START TASK INPUTS

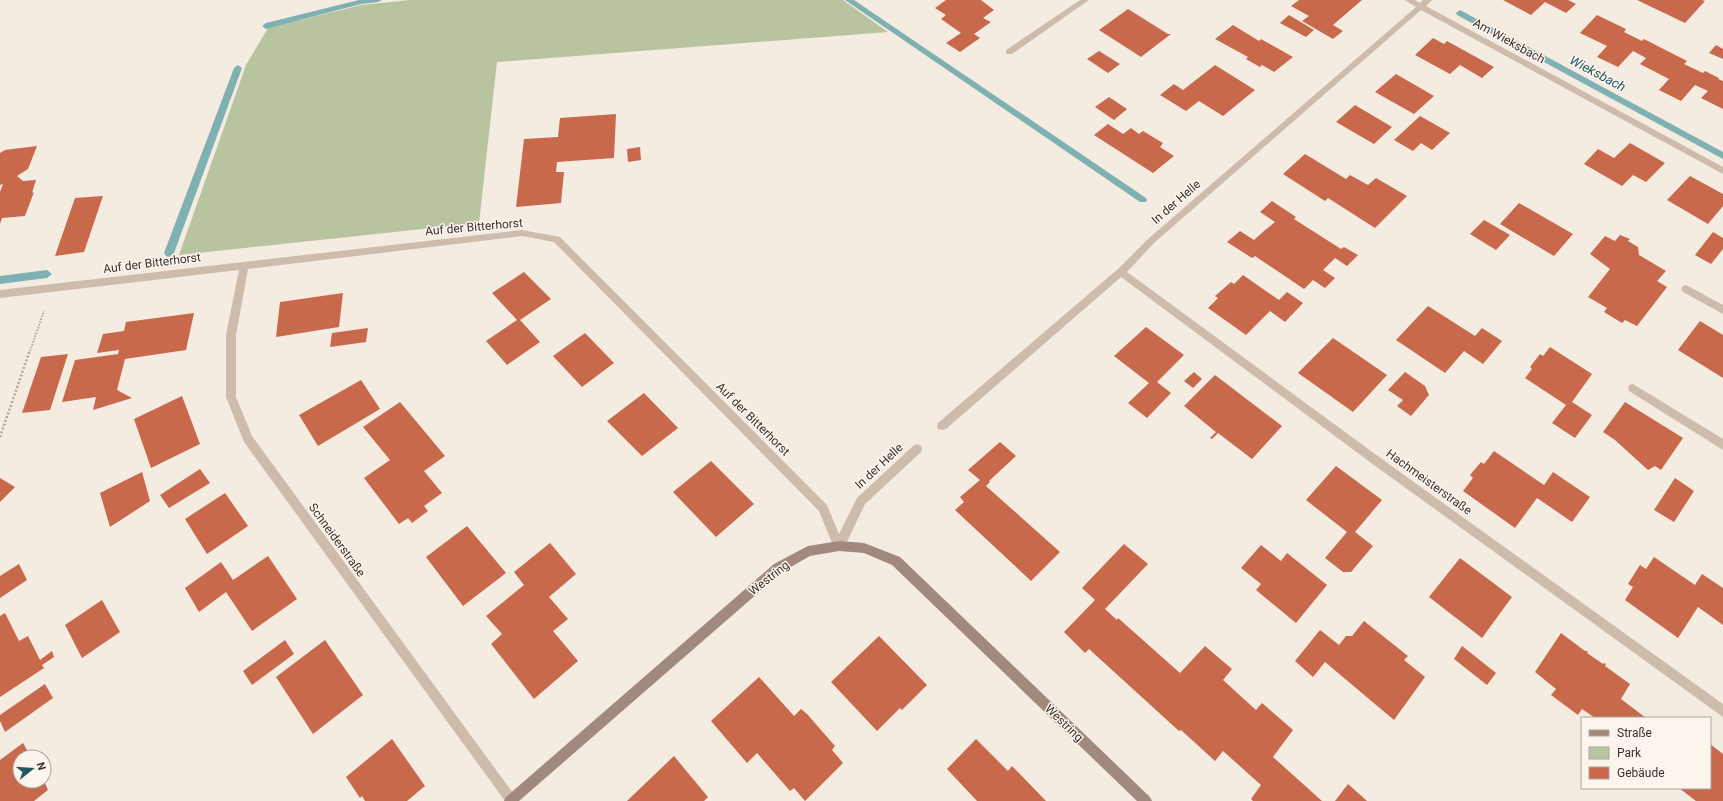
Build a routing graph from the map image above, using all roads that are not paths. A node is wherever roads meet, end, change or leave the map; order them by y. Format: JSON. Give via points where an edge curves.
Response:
{"nodes":[{"id":1,"x":1085,"y":0,"type":"edge"},
{"id":2,"x":1409,"y":0,"type":"edge"},
{"id":3,"x":1428,"y":0,"type":"edge"},
{"id":4,"x":1421,"y":6,"type":"junction"},
{"id":5,"x":1009,"y":52,"type":"dead end"},
{"id":6,"x":1723,"y":171,"type":"edge"},
{"id":7,"x":244,"y":265,"type":"junction"},
{"id":8,"x":1120,"y":272,"type":"junction"},
{"id":9,"x":1686,"y":289,"type":"dead end"},
{"id":10,"x":0,"y":294,"type":"edge"},
{"id":11,"x":1723,"y":310,"type":"edge"},
{"id":12,"x":1633,"y":388,"type":"dead end"},
{"id":13,"x":942,"y":426,"type":"dead end"},
{"id":14,"x":1723,"y":445,"type":"edge"},
{"id":15,"x":917,"y":449,"type":"dead end"},
{"id":16,"x":839,"y":546,"type":"junction"},
{"id":17,"x":1723,"y":711,"type":"edge"},
{"id":18,"x":511,"y":801,"type":"edge"},
{"id":19,"x":1146,"y":801,"type":"edge"}],
"edges":[{"from":1,"to":5,"type":"street"},
{"from":2,"to":4,"type":"street","name":"Am Wieksbach"},
{"from":3,"to":4,"type":"street","name":"In der Helle"},
{"from":4,"to":6,"type":"street","name":"Am Wieksbach"},
{"from":4,"to":8,"type":"street","name":"In der Helle","via":[[1151,241]]},
{"from":7,"to":10,"type":"street","name":"Auf der Bitterhorst"},
{"from":7,"to":16,"type":"street","name":"Auf der Bitterhorst","via":[[522,233],[557,239],[823,508]]},
{"from":7,"to":18,"type":"street","name":"Schneiderstraße","via":[[231,335],[231,397],[248,439]]},
{"from":8,"to":13,"type":"street","name":"In der Helle"},
{"from":8,"to":17,"type":"street","name":"Hachmeisterstraße"},
{"from":9,"to":11,"type":"street"},
{"from":12,"to":14,"type":"street"},
{"from":15,"to":16,"type":"street","name":"In der Helle","via":[[861,501]]},
{"from":16,"to":18,"type":"main road","name":"Westring","via":[[808,552],[778,568]]},
{"from":16,"to":19,"type":"main road","name":"Westring","via":[[864,548],[896,561]]}]}
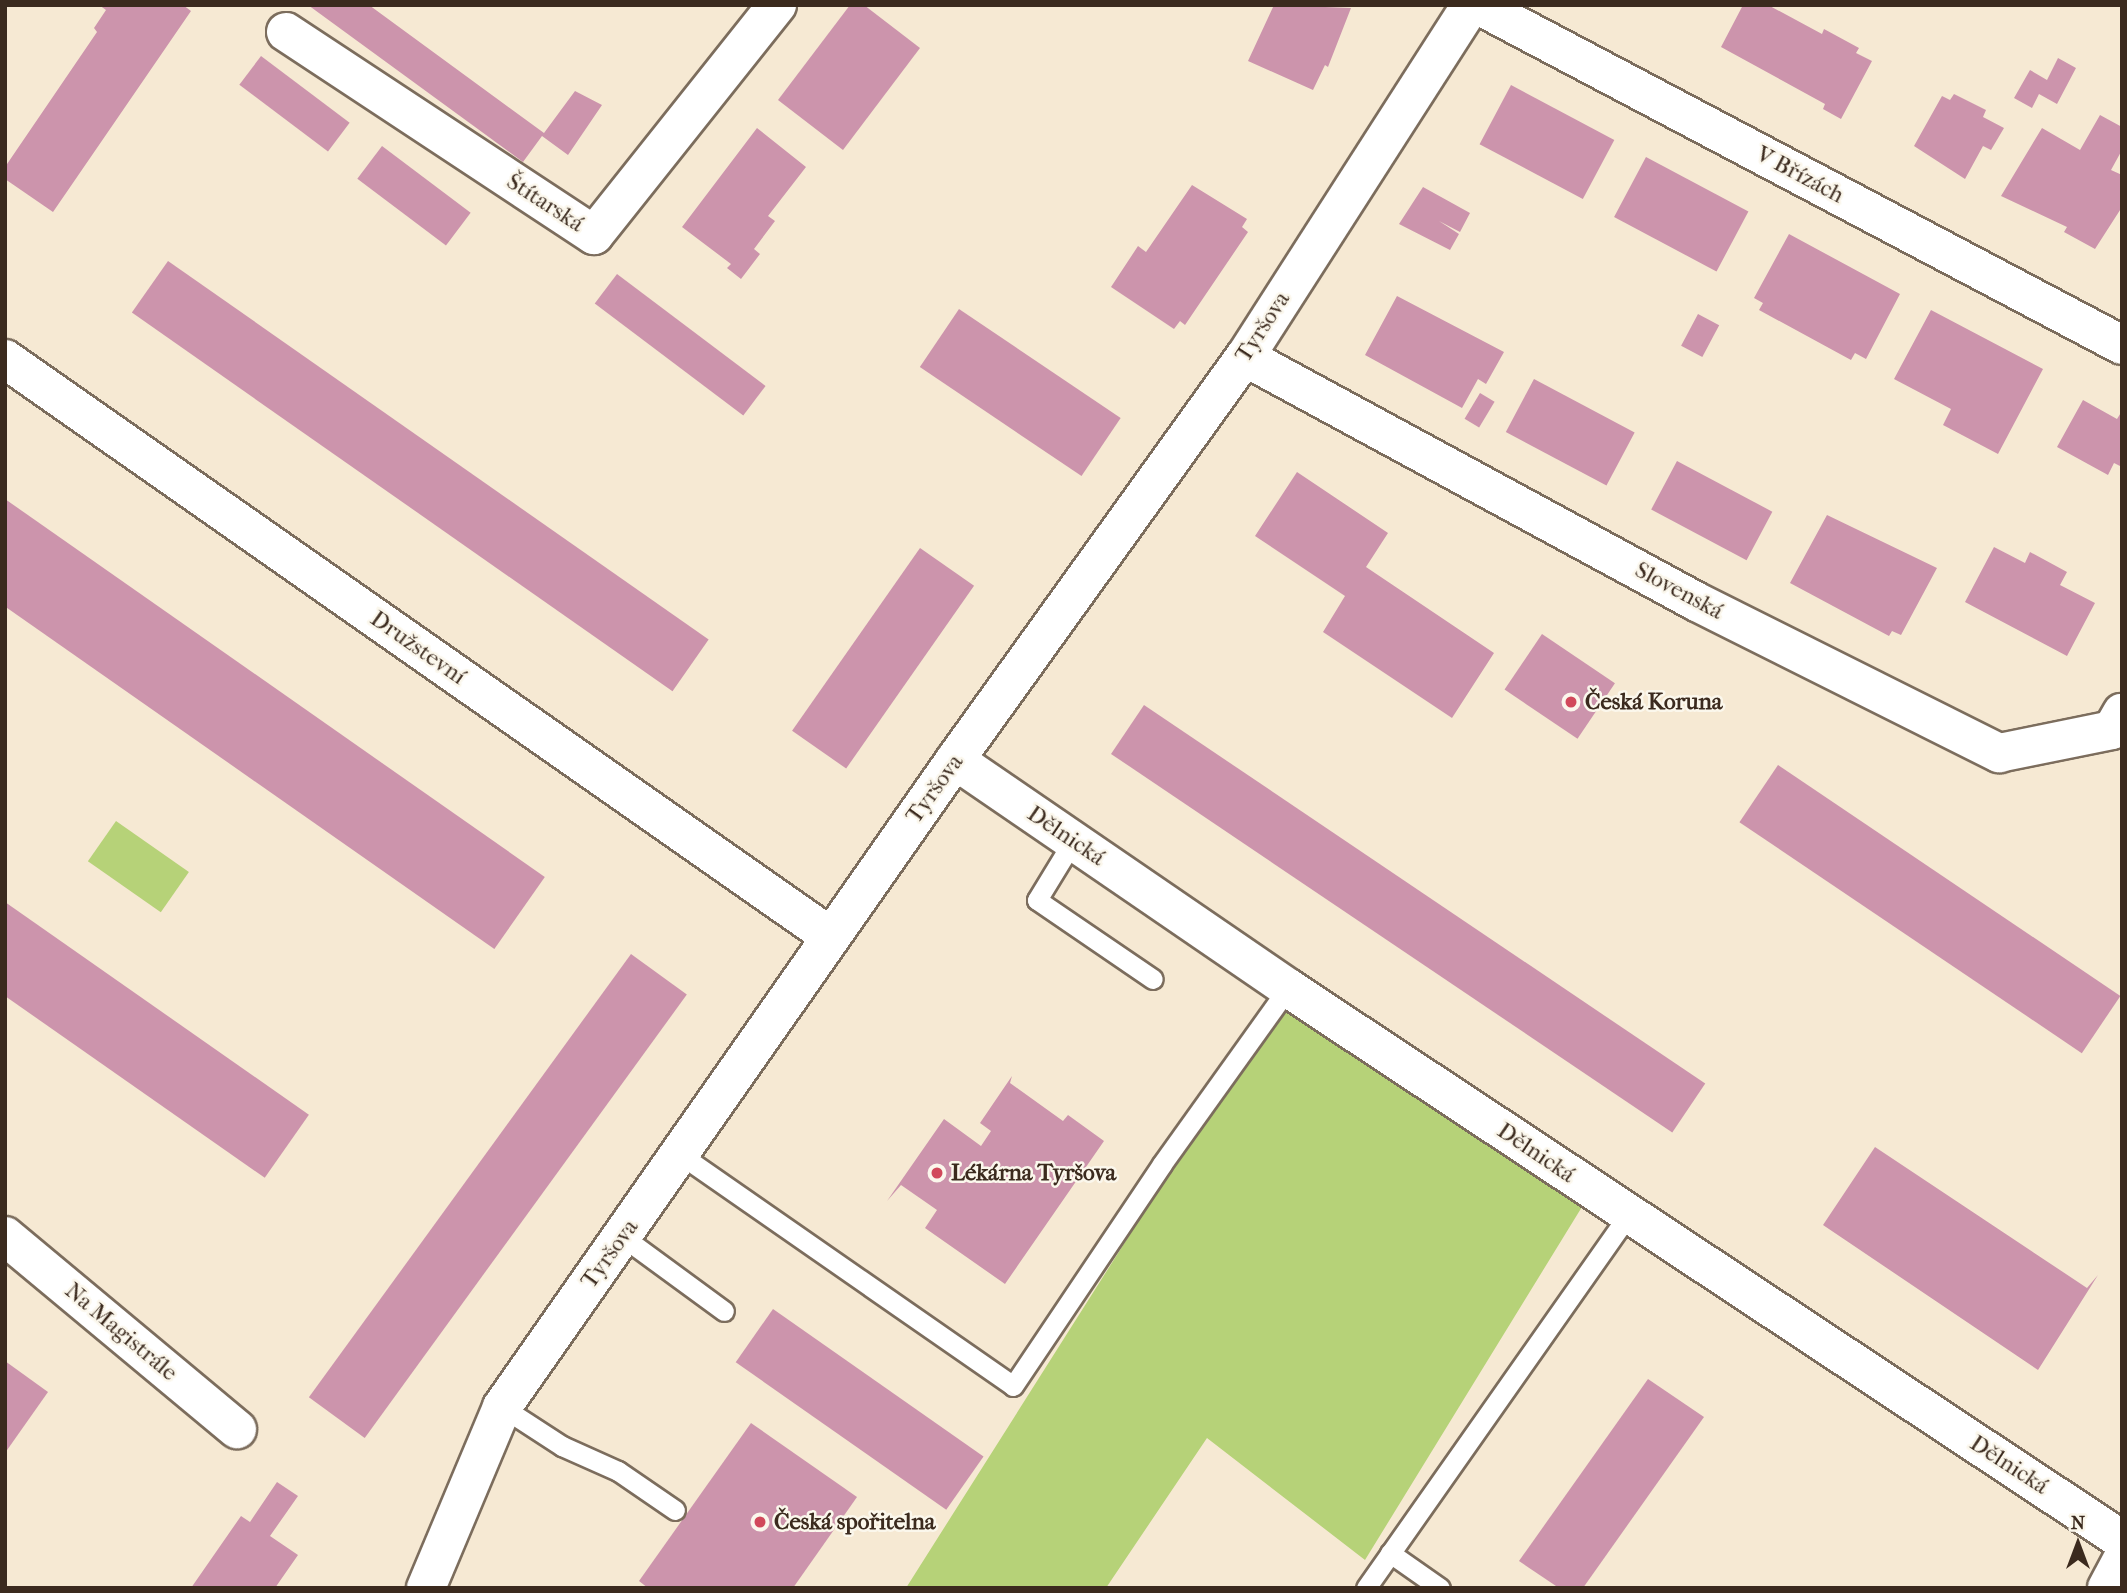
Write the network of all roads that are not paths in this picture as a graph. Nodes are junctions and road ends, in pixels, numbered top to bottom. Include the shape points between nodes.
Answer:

END TASK INPUTS

> _EXERCISE DESCRIPTION_: From the first line to the last, set down the records word for word and drop the images.

> _COMPLETED TASK_:
Build a routing graph from the map image above, using all roads that are not paths. A node is wherever roads meet, end, change or leave the map; order them by y. Format: JSON. Give via points where an edge curves.
Response:
{"nodes":[{"id":1,"x":1085,"y":0,"type":"edge"},
{"id":2,"x":1409,"y":0,"type":"edge"},
{"id":3,"x":1428,"y":0,"type":"edge"},
{"id":4,"x":1421,"y":6,"type":"junction"},
{"id":5,"x":1009,"y":52,"type":"dead end"},
{"id":6,"x":1723,"y":171,"type":"edge"},
{"id":7,"x":244,"y":265,"type":"junction"},
{"id":8,"x":1120,"y":272,"type":"junction"},
{"id":9,"x":1686,"y":289,"type":"dead end"},
{"id":10,"x":0,"y":294,"type":"edge"},
{"id":11,"x":1723,"y":310,"type":"edge"},
{"id":12,"x":1633,"y":388,"type":"dead end"},
{"id":13,"x":942,"y":426,"type":"dead end"},
{"id":14,"x":1723,"y":445,"type":"edge"},
{"id":15,"x":917,"y":449,"type":"dead end"},
{"id":16,"x":839,"y":546,"type":"junction"},
{"id":17,"x":1723,"y":711,"type":"edge"},
{"id":18,"x":511,"y":801,"type":"edge"},
{"id":19,"x":1146,"y":801,"type":"edge"}],
"edges":[{"from":1,"to":5,"type":"street"},
{"from":2,"to":4,"type":"street","name":"Am Wieksbach"},
{"from":3,"to":4,"type":"street","name":"In der Helle"},
{"from":4,"to":6,"type":"street","name":"Am Wieksbach"},
{"from":4,"to":8,"type":"street","name":"In der Helle","via":[[1151,241]]},
{"from":7,"to":10,"type":"street","name":"Auf der Bitterhorst"},
{"from":7,"to":16,"type":"street","name":"Auf der Bitterhorst","via":[[522,233],[557,239],[823,508]]},
{"from":7,"to":18,"type":"street","name":"Schneiderstraße","via":[[231,335],[231,397],[248,439]]},
{"from":8,"to":13,"type":"street","name":"In der Helle"},
{"from":8,"to":17,"type":"street","name":"Hachmeisterstraße"},
{"from":9,"to":11,"type":"street"},
{"from":12,"to":14,"type":"street"},
{"from":15,"to":16,"type":"street","name":"In der Helle","via":[[861,501]]},
{"from":16,"to":18,"type":"main road","name":"Westring","via":[[808,552],[778,568]]},
{"from":16,"to":19,"type":"main road","name":"Westring","via":[[864,548],[896,561]]}]}
Write the network of all roads that are not paths in this picture as a graph. Nodes are junctions and road ends, in pixels, numbered top to bottom. Include the shape points between nodes.
Answer:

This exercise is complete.